*Exercise instructions*. Reproduce every record precisely, leaving no line out.

*Given data*.
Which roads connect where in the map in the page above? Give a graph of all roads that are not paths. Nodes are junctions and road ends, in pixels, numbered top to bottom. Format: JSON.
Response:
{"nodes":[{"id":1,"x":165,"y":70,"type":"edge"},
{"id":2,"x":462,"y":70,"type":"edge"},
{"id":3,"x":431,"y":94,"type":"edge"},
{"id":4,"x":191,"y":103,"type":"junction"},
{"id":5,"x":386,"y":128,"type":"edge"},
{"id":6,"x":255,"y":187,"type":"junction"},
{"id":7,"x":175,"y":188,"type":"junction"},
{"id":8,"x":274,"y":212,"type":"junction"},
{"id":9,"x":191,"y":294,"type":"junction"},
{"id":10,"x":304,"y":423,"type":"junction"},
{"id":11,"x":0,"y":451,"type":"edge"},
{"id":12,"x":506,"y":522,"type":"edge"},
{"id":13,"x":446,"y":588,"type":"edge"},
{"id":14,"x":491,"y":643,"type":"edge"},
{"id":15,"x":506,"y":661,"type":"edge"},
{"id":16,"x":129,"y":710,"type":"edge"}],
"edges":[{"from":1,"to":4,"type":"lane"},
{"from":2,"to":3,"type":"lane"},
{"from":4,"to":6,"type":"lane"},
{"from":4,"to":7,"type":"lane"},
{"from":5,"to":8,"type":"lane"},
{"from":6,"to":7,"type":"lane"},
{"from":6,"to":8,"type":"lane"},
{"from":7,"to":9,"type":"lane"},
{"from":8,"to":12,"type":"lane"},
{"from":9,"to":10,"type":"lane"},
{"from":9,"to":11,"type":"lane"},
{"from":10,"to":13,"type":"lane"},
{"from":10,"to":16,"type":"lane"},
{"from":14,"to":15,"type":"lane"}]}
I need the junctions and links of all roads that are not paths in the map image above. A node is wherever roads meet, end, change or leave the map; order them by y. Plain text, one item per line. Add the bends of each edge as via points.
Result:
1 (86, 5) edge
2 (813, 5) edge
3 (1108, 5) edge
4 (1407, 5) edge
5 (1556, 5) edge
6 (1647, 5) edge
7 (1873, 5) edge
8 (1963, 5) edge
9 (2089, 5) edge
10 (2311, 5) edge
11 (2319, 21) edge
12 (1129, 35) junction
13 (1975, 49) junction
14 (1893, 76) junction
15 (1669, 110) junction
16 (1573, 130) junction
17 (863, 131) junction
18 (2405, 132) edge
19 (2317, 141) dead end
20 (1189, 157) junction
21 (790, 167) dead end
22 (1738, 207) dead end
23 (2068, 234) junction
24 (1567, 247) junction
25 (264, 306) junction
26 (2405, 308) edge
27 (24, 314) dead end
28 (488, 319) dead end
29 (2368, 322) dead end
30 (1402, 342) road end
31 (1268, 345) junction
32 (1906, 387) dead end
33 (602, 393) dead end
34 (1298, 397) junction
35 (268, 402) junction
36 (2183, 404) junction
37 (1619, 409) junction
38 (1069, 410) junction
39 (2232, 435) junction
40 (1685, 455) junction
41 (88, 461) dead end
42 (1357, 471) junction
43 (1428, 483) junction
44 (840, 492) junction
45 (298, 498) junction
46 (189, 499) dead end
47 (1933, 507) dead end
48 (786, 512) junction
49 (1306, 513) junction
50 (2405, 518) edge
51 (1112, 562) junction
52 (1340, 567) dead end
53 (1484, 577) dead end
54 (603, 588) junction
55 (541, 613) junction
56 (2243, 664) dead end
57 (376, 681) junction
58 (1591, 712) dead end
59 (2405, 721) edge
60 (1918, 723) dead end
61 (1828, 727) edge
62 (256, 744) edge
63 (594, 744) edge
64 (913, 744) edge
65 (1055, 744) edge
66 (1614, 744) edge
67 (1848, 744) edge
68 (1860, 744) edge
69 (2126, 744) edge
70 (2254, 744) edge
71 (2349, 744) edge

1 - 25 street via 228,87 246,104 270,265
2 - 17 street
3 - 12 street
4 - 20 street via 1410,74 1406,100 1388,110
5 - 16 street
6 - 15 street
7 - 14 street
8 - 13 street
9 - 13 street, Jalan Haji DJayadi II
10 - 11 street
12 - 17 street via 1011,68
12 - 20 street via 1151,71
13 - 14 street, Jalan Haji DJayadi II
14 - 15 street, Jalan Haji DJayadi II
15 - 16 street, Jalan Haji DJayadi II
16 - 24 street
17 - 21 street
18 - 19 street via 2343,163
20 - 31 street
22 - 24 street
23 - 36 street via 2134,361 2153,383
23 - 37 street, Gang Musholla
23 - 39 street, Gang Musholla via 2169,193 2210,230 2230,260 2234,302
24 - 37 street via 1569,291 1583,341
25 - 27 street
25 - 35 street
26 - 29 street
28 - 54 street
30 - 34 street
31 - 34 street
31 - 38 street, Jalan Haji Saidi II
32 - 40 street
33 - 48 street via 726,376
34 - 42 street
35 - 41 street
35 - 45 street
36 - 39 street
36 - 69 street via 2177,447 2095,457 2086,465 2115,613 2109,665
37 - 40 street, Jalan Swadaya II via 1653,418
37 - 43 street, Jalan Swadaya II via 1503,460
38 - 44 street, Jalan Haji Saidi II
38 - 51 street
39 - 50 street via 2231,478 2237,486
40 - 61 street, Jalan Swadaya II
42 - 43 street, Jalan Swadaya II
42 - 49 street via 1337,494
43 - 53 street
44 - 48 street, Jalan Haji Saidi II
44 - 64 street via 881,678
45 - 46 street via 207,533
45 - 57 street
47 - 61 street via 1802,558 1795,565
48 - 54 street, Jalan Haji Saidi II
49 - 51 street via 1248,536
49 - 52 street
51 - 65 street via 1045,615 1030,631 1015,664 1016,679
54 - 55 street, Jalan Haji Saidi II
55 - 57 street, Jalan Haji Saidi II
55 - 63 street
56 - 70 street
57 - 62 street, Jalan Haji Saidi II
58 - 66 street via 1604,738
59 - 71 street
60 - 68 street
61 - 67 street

*Finished exercise*.
Which roads connect where in the map in the page above? Give a graph of all roads that are not paths. Nodes are junctions and road ends, in pixels, numbered top to bottom. Format: JSON.
Response:
{"nodes":[{"id":1,"x":165,"y":70,"type":"edge"},
{"id":2,"x":462,"y":70,"type":"edge"},
{"id":3,"x":431,"y":94,"type":"edge"},
{"id":4,"x":191,"y":103,"type":"junction"},
{"id":5,"x":386,"y":128,"type":"edge"},
{"id":6,"x":255,"y":187,"type":"junction"},
{"id":7,"x":175,"y":188,"type":"junction"},
{"id":8,"x":274,"y":212,"type":"junction"},
{"id":9,"x":191,"y":294,"type":"junction"},
{"id":10,"x":304,"y":423,"type":"junction"},
{"id":11,"x":0,"y":451,"type":"edge"},
{"id":12,"x":506,"y":522,"type":"edge"},
{"id":13,"x":446,"y":588,"type":"edge"},
{"id":14,"x":491,"y":643,"type":"edge"},
{"id":15,"x":506,"y":661,"type":"edge"},
{"id":16,"x":129,"y":710,"type":"edge"}],
"edges":[{"from":1,"to":4,"type":"lane"},
{"from":2,"to":3,"type":"lane"},
{"from":4,"to":6,"type":"lane"},
{"from":4,"to":7,"type":"lane"},
{"from":5,"to":8,"type":"lane"},
{"from":6,"to":7,"type":"lane"},
{"from":6,"to":8,"type":"lane"},
{"from":7,"to":9,"type":"lane"},
{"from":8,"to":12,"type":"lane"},
{"from":9,"to":10,"type":"lane"},
{"from":9,"to":11,"type":"lane"},
{"from":10,"to":13,"type":"lane"},
{"from":10,"to":16,"type":"lane"},
{"from":14,"to":15,"type":"lane"}]}
I need the junctions and links of all roads that are not paths in the map image above. A node is wherever roads meet, end, change or leave the map; order them by y. Plain text, one item per line. Add the bends of each edge as via points.
Result:
1 (86, 5) edge
2 (813, 5) edge
3 (1108, 5) edge
4 (1407, 5) edge
5 (1556, 5) edge
6 (1647, 5) edge
7 (1873, 5) edge
8 (1963, 5) edge
9 (2089, 5) edge
10 (2311, 5) edge
11 (2319, 21) edge
12 (1129, 35) junction
13 (1975, 49) junction
14 (1893, 76) junction
15 (1669, 110) junction
16 (1573, 130) junction
17 (863, 131) junction
18 (2405, 132) edge
19 (2317, 141) dead end
20 (1189, 157) junction
21 (790, 167) dead end
22 (1738, 207) dead end
23 (2068, 234) junction
24 (1567, 247) junction
25 (264, 306) junction
26 (2405, 308) edge
27 (24, 314) dead end
28 (488, 319) dead end
29 (2368, 322) dead end
30 (1402, 342) road end
31 (1268, 345) junction
32 (1906, 387) dead end
33 (602, 393) dead end
34 (1298, 397) junction
35 (268, 402) junction
36 (2183, 404) junction
37 (1619, 409) junction
38 (1069, 410) junction
39 (2232, 435) junction
40 (1685, 455) junction
41 (88, 461) dead end
42 (1357, 471) junction
43 (1428, 483) junction
44 (840, 492) junction
45 (298, 498) junction
46 (189, 499) dead end
47 (1933, 507) dead end
48 (786, 512) junction
49 (1306, 513) junction
50 (2405, 518) edge
51 (1112, 562) junction
52 (1340, 567) dead end
53 (1484, 577) dead end
54 (603, 588) junction
55 (541, 613) junction
56 (2243, 664) dead end
57 (376, 681) junction
58 (1591, 712) dead end
59 (2405, 721) edge
60 (1918, 723) dead end
61 (1828, 727) edge
62 (256, 744) edge
63 (594, 744) edge
64 (913, 744) edge
65 (1055, 744) edge
66 (1614, 744) edge
67 (1848, 744) edge
68 (1860, 744) edge
69 (2126, 744) edge
70 (2254, 744) edge
71 (2349, 744) edge

1 - 25 street via 228,87 246,104 270,265
2 - 17 street
3 - 12 street
4 - 20 street via 1410,74 1406,100 1388,110
5 - 16 street
6 - 15 street
7 - 14 street
8 - 13 street
9 - 13 street, Jalan Haji DJayadi II
10 - 11 street
12 - 17 street via 1011,68
12 - 20 street via 1151,71
13 - 14 street, Jalan Haji DJayadi II
14 - 15 street, Jalan Haji DJayadi II
15 - 16 street, Jalan Haji DJayadi II
16 - 24 street
17 - 21 street
18 - 19 street via 2343,163
20 - 31 street
22 - 24 street
23 - 36 street via 2134,361 2153,383
23 - 37 street, Gang Musholla
23 - 39 street, Gang Musholla via 2169,193 2210,230 2230,260 2234,302
24 - 37 street via 1569,291 1583,341
25 - 27 street
25 - 35 street
26 - 29 street
28 - 54 street
30 - 34 street
31 - 34 street
31 - 38 street, Jalan Haji Saidi II
32 - 40 street
33 - 48 street via 726,376
34 - 42 street
35 - 41 street
35 - 45 street
36 - 39 street
36 - 69 street via 2177,447 2095,457 2086,465 2115,613 2109,665
37 - 40 street, Jalan Swadaya II via 1653,418
37 - 43 street, Jalan Swadaya II via 1503,460
38 - 44 street, Jalan Haji Saidi II
38 - 51 street
39 - 50 street via 2231,478 2237,486
40 - 61 street, Jalan Swadaya II
42 - 43 street, Jalan Swadaya II
42 - 49 street via 1337,494
43 - 53 street
44 - 48 street, Jalan Haji Saidi II
44 - 64 street via 881,678
45 - 46 street via 207,533
45 - 57 street
47 - 61 street via 1802,558 1795,565
48 - 54 street, Jalan Haji Saidi II
49 - 51 street via 1248,536
49 - 52 street
51 - 65 street via 1045,615 1030,631 1015,664 1016,679
54 - 55 street, Jalan Haji Saidi II
55 - 57 street, Jalan Haji Saidi II
55 - 63 street
56 - 70 street
57 - 62 street, Jalan Haji Saidi II
58 - 66 street via 1604,738
59 - 71 street
60 - 68 street
61 - 67 street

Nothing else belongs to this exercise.